Edmund Hayes was nearly six feet tall with a baritone voice. His college friend, Buffalonian Randolph McNutt, said that Hayes was a deep thinker, very studious and, though not an athletic star, he was an excellent team member.
After moving to Buffalo, he was introduced to his colleague George Fields' sister in-law, Mary H. Warren. They were married in 1878 and lived for a while on Irving Place. In 1891-92, they had Green & Wicks design a home for them at 147 North Street, two doors from the Metcalfe House. They had no children but enjoyed entertaining small congenial groups that often included celebrities from art, literature, music, and science. They collected art and had an extensive library. One of Buffalo's early golfers, Edmund Hayes also enjoyed fishing and traveling.
When they returned from their travels and moved into their new home, Hayes began to invest his money with John J. Albright. Together, they founded the Buffalo Bolt Company in 1897, which had a long profitable life in North Tonawanda. They also invested in the Ontario Power Company, located in Canada, during the same period that Jacob Schoellkopf was doing the same on the American side of the falls. Hayes, one of the early adopters of the automobile, funded his own company to manufacture Locomobiles and Simplexes.
For much of his later life, he was called General Hayes, an honorary military title he acquired from the time he served as chief of the engineering division of New York State.
He and his wife were philanthropists, particularly after 1891. He served on the board of the Buffalo Fine Arts Academy and, in 1892, gave $5,000 to assist the school in offering classes. From 1915 until his death, he annually supplemented its budget to cancel annual debts.
In 1906, when St. Paul's Episcopal Church was experiencing critical financial distress, he offered $50,000 to the church if others in the congregation would collectively match that total. They more than matched it and the church was able to remain in Shelton Square.
And, in 1913, when Dartmouth invited him to the 40th reunion of the class he would have graduated with and presented him with a Master of Science degree, he returned home and sent them a check for $10,000.
147 North Street, c, 1925. Eventually, the UB Alumni sold the home to commercial interests. It was demolished.

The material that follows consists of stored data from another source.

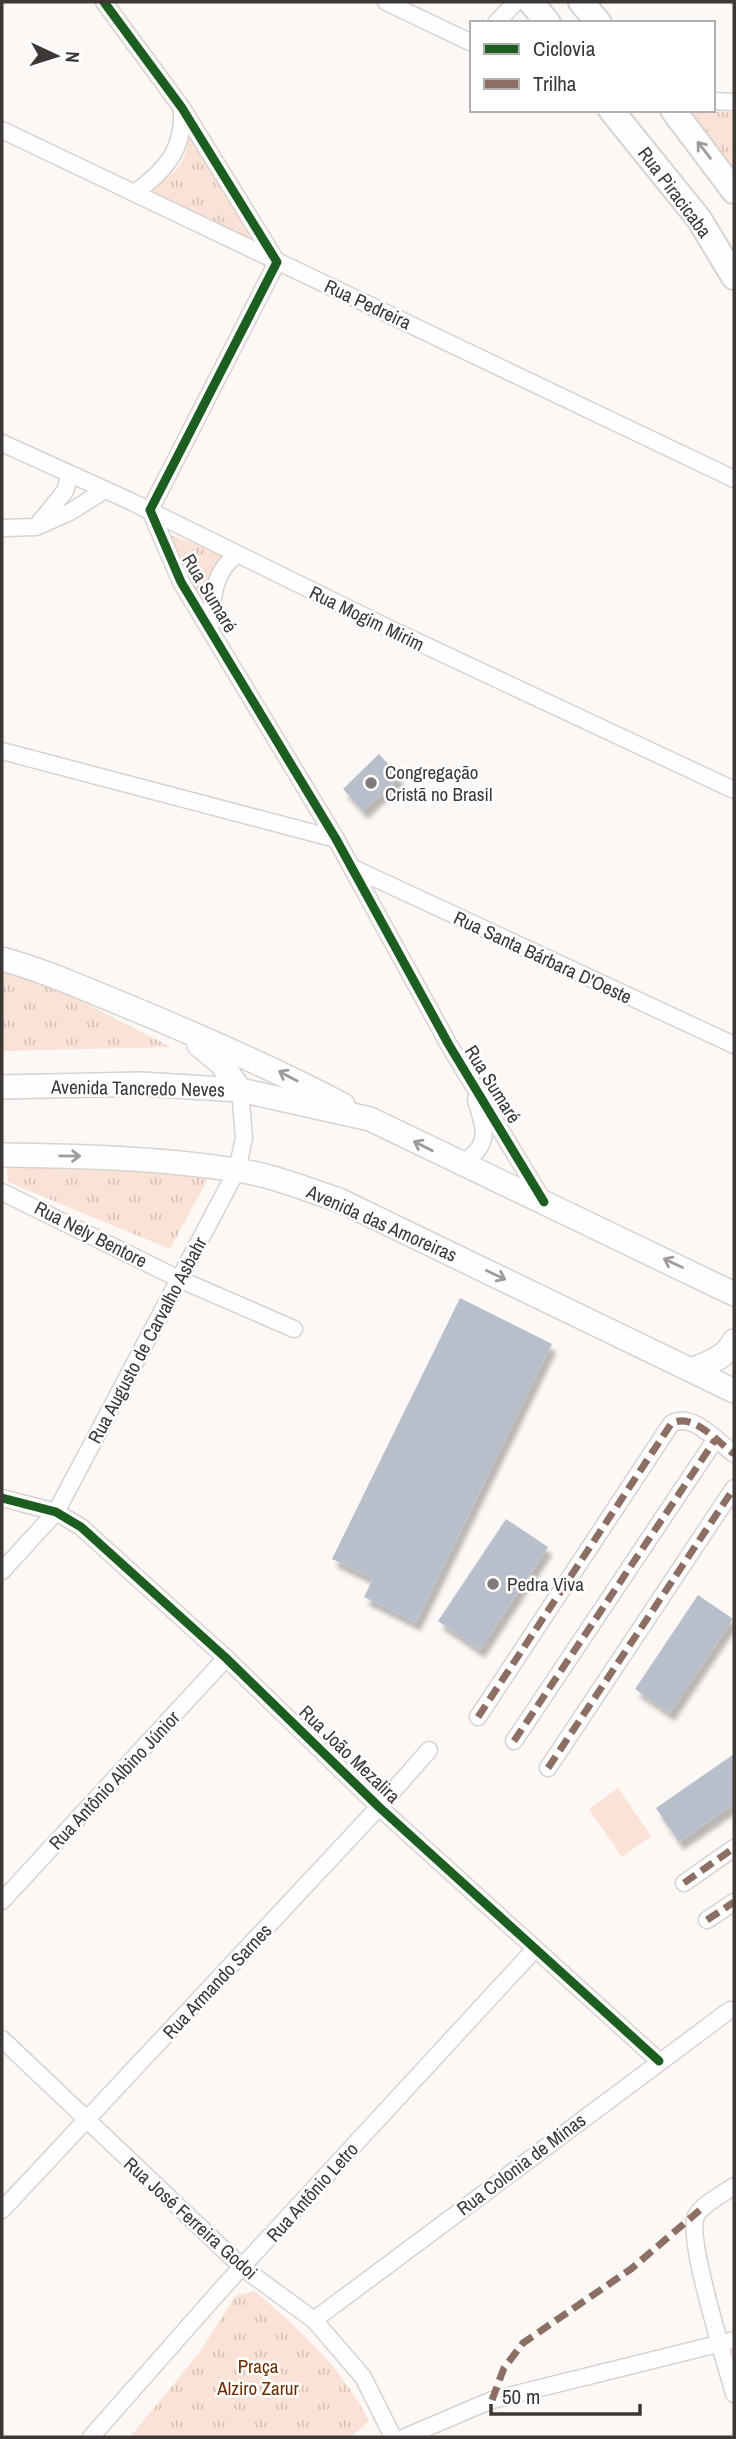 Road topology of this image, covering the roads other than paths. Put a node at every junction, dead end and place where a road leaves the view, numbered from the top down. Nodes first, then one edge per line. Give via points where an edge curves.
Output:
1 (104, 2) edge
2 (386, 2) edge
3 (516, 2) edge
4 (531, 2) edge
5 (582, 2) edge
6 (498, 21) edge
7 (546, 21) edge
8 (597, 21) edge
9 (470, 42) edge
10 (715, 101) edge
11 (734, 102) edge
12 (182, 108) junction
13 (613, 112) edge
14 (675, 112) edge
15 (2, 130) edge
16 (136, 191) junction
17 (734, 191) edge
18 (277, 262) junction
19 (734, 277) edge
20 (2, 443) edge
21 (70, 474) junction
22 (734, 479) edge
23 (105, 490) junction
24 (150, 510) junction
25 (36, 527) junction
26 (2, 528) edge
27 (236, 555) junction
28 (210, 627) junction
29 (2, 751) edge
30 (734, 790) edge
31 (336, 839) junction
32 (353, 868) junction
33 (2, 959) edge
34 (171, 1024) junction
35 (734, 1045) edge
36 (465, 1068) junction
37 (2, 1087) edge
38 (240, 1090) junction
39 (370, 1119) junction
40 (2, 1155) edge
41 (460, 1165) junction
42 (237, 1170) junction
43 (2, 1192) edge
44 (544, 1202) junction
45 (179, 1279) junction
46 (734, 1294) edge
47 (294, 1329) dead end
48 (734, 1340) edge
49 (693, 1369) junction
50 (734, 1391) edge
51 (715, 1440) junction
52 (734, 1454) edge
53 (734, 1488) edge
54 (2, 1498) edge
55 (56, 1512) junction
56 (2, 1571) edge
57 (226, 1658) junction
58 (478, 1717) dead end
59 (514, 1741) dead end
60 (429, 1750) dead end
61 (548, 1768) dead end
62 (379, 1807) junction
63 (734, 1848) edge
64 (684, 1883) dead end
65 (2, 1901) edge
66 (734, 1902) edge
67 (707, 1920) dead end
68 (535, 1949) junction
69 (730, 2010) dead end
70 (2, 2039) edge
71 (659, 2061) junction
72 (85, 2121) junction
73 (734, 2186) edge
74 (2, 2210) edge
75 (243, 2268) junction
76 (314, 2320) junction
77 (728, 2342) edge
78 (734, 2394) edge
79 (91, 2437) edge
80 (393, 2437) edge
81 (405, 2437) edge

1 - 12 street
2 - 9 street
3 - 6 street
4 - 7 main road
5 - 8 main road
10 - 11 street
12 - 16 street via 179,144 171,159
12 - 18 street
13 - 19 main road, Rua Piracicaba via 699,219
17 -> 14 main road
15 - 16 street, Rua Pedreira
16 - 18 street, Rua Pedreira
18 - 22 street, Rua Pedreira
18 - 24 street
20 - 21 street, Rua Mogim Mirim
21 - 23 street, Rua Mogim Mirim
21 - 25 street via 65,491
23 - 24 street, Rua Mogim Mirim
23 - 25 street
24 - 27 street, Rua Mogim Mirim
24 - 28 street, Rua Sumaré via 181,582
25 - 26 street
27 - 28 street, Rua Sumaré via 217,575
27 - 30 street, Rua Mogim Mirim
28 - 31 street, Rua Sumaré
29 - 31 street
31 - 32 street, Rua Sumaré
32 - 35 street, Rua Santa Bárbara D'Oeste
32 - 36 street, Rua Sumaré
33 - 34 main road
34 - 38 main road via 221,1063
39 -> 34 main road
36 - 41 street, Rua Sumaré via 485,1129 481,1147
36 - 44 street, Rua Sumaré
37 - 38 main road, Avenida Tancredo Neves via 141,1084
38 - 39 main road, Avenida Tancredo Neves
38 - 42 street, Rua Augusto de Carvalho Asbahr via 244,1138
41 -> 39 main road, Avenida Tancredo Neves
40 -> 42 main road, Avenida das Amoreiras via 78,1155
41 - 44 main road, Avenida Tancredo Neves
42 - 45 street, Rua Augusto de Carvalho Asbahr
42 -> 49 main road, Avenida das Amoreiras via 339,1200
43 - 45 street, Rua Nely Bentore
46 -> 44 main road, Avenida Tancredo Neves
45 - 47 street, Rua Nely Bentore
45 - 55 street, Rua Augusto de Carvalho Asbahr
48 - 49 main road via 713,1362
49 - 50 main road, Avenida das Amoreiras
51 - 52 street
51 - 58 street via 689,1420 671,1424
51 - 59 street
53 - 61 street
54 - 55 street, Rua João Mezalira
55 - 56 street, Rua Augusto de Carvalho Asbahr
55 - 57 street, Rua João Mezalira via 81,1527
57 - 62 street, Rua João Mezalira
57 - 65 street, Rua Antônio Albino Júnior
60 - 62 street, Rua Armando Sarnes
62 - 68 street, Rua João Mezalira
62 - 72 street, Rua Armando Sarnes
63 - 64 street
66 - 67 street
68 - 71 street, Rua João Mezalira
68 - 75 street, Rua Antônio Letro
69 - 71 street, Rua Colonia de Minas
70 - 72 street, Rua José Ferreira Godoi
71 - 76 street, Rua Colonia de Minas
72 - 74 street, Rua Armando Sarnes
72 - 75 street, Rua José Ferreira Godoi
73 - 77 street via 700,2210 695,2220 696,2243
75 - 76 street, Rua José Ferreira Godoi
75 - 79 street, Rua Antônio Letro
76 - 80 street, Rua José Ferreira Godoi via 363,2377
77 - 78 street
77 - 81 street via 492,2400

The site is part of the Jacobs Management Center grounds. Image source: UB Archives
In 1922, the Hayes moved from their home and sold it to the University of Buffalo Alumni for $100,000 as their first clubhouse. Edmund Hayes died October 19, 1923 of a stroke. His wife, Mary, died November 18, 1924. The list of their bequests was long. Their artwork went to the Buffalo Fine Arts Academy, plus $75,000 for the future purchase of art. St. Paul's church received another $50,000; Edmund Hayes was the longest-serving vestryman with 34 years service. Buffalo General Hospital received $10,000; Children's Hospital, $10,000; Home for the Friendless, $5,000; the YMCA, $10,000; the Farmington, Maine Old South Church, $10,000; the Farmington Library, $20,000. Upon his wife's death, the remainder of their estate was to be divided between the University of Buffalo and Dartmouth College.